Laravel includes an easy-to-use rate-limiting abstraction information about it can be found in their documentation.


Bruteforce

Most likely when using api-token you will want to block them from overshooting. But leave enough limits for real users. To do this, we can add the following content to the middleware Http/Middleware/Authenticate.php:

class Authenticate extends Middleware
{
    /**
     * Determine if the user is logged in to any of the given guards.
     *
     * @param \Illuminate\Http\Request $request
     * @param array                    $guards
     *
     * @throws \Illuminate\Auth\AuthenticationException
     *
     * @return void
     */
    protected function authenticate($request, array $guards)
    {
        $guardedByApi = in_array('api', $guards, true);
        
        abort_if(
            $guardedByApi && RateLimiter::tooManyAttempts('api', 10),
            429,
            'Too many requests.
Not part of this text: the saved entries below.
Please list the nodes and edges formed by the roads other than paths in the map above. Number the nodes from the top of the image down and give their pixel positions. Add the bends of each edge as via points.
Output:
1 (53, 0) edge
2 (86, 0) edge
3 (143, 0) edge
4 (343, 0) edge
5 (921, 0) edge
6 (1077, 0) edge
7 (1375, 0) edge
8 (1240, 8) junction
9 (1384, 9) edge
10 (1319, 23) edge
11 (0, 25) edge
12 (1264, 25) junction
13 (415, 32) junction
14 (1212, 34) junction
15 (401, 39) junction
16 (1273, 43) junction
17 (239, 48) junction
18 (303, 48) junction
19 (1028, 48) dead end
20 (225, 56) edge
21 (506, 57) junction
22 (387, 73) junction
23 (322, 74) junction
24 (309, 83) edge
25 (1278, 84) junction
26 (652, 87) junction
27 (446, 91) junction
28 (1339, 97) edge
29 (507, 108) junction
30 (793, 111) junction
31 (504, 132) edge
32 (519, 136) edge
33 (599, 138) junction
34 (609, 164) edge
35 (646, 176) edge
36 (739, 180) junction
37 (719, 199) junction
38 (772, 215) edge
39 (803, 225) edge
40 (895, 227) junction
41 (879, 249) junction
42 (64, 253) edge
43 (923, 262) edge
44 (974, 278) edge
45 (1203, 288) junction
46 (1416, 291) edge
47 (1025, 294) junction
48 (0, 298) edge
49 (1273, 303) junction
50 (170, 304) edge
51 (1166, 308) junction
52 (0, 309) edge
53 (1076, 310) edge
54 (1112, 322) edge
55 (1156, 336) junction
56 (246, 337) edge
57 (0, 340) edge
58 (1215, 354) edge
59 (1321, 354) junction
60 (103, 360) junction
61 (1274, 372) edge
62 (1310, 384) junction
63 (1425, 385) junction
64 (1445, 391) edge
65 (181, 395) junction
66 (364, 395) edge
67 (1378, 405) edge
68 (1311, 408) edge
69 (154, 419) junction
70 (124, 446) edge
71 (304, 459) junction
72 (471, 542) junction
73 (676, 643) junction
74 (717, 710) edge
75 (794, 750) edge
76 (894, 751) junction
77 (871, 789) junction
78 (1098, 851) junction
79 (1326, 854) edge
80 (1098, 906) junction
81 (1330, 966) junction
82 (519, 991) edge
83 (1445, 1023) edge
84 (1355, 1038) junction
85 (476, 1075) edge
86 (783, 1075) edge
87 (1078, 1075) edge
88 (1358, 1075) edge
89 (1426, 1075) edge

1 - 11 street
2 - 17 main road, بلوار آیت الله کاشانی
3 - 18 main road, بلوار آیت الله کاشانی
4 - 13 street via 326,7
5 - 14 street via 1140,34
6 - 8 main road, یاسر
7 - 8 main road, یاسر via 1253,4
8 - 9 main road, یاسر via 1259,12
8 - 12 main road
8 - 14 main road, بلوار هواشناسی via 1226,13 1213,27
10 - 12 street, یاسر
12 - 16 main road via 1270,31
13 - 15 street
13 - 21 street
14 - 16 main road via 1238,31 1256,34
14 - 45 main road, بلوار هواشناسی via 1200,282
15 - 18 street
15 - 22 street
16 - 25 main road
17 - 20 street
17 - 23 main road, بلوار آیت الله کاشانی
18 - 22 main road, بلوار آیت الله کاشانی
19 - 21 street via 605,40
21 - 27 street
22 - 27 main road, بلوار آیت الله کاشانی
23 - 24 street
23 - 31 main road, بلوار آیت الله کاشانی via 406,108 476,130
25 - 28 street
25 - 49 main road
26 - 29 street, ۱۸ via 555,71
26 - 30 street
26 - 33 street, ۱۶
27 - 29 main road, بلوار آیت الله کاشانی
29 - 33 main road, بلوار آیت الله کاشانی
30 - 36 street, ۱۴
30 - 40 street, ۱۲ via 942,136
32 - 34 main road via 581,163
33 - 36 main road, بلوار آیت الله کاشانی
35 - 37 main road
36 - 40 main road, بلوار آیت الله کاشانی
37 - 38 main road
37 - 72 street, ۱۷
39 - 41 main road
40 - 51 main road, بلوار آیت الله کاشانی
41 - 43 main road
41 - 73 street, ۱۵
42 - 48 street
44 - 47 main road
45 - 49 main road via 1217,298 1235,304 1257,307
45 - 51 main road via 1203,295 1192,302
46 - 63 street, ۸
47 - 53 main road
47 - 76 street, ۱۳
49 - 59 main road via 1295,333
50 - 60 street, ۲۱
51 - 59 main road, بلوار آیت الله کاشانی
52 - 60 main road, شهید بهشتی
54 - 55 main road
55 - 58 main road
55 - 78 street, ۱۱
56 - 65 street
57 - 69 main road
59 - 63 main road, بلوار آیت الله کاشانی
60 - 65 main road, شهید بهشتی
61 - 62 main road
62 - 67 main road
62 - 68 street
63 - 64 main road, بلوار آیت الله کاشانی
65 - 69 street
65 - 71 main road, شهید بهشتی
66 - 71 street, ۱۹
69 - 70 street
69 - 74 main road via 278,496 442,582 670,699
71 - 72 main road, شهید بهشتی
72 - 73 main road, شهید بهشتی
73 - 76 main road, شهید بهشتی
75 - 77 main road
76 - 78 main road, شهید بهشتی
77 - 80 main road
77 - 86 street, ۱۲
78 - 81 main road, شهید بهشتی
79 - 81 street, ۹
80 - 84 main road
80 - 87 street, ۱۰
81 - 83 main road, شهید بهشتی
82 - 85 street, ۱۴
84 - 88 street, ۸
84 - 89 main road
Retry in '.RateLimiter::availableIn('api').' seconds'
        );

        if (empty($guards)) {
            $guards = [null];
        }

        foreach ($guards as $guard) {
            if ($this->auth->guard($guard)->check()) {
                return $this->auth->shouldUse($guard);
            }
        }

        // User is unauthenticated. If the request is guarded by api...
        if ($guardedByApi) {
            RateLimiter::hit('api');
        }

        $this->unauthenticated($request, $guards);
    }
    
    // ...
}

This will allow you to set a limit on login attempts and significantly limit token brute-forcing capabilities. The rate limit will not be affected for authorized users.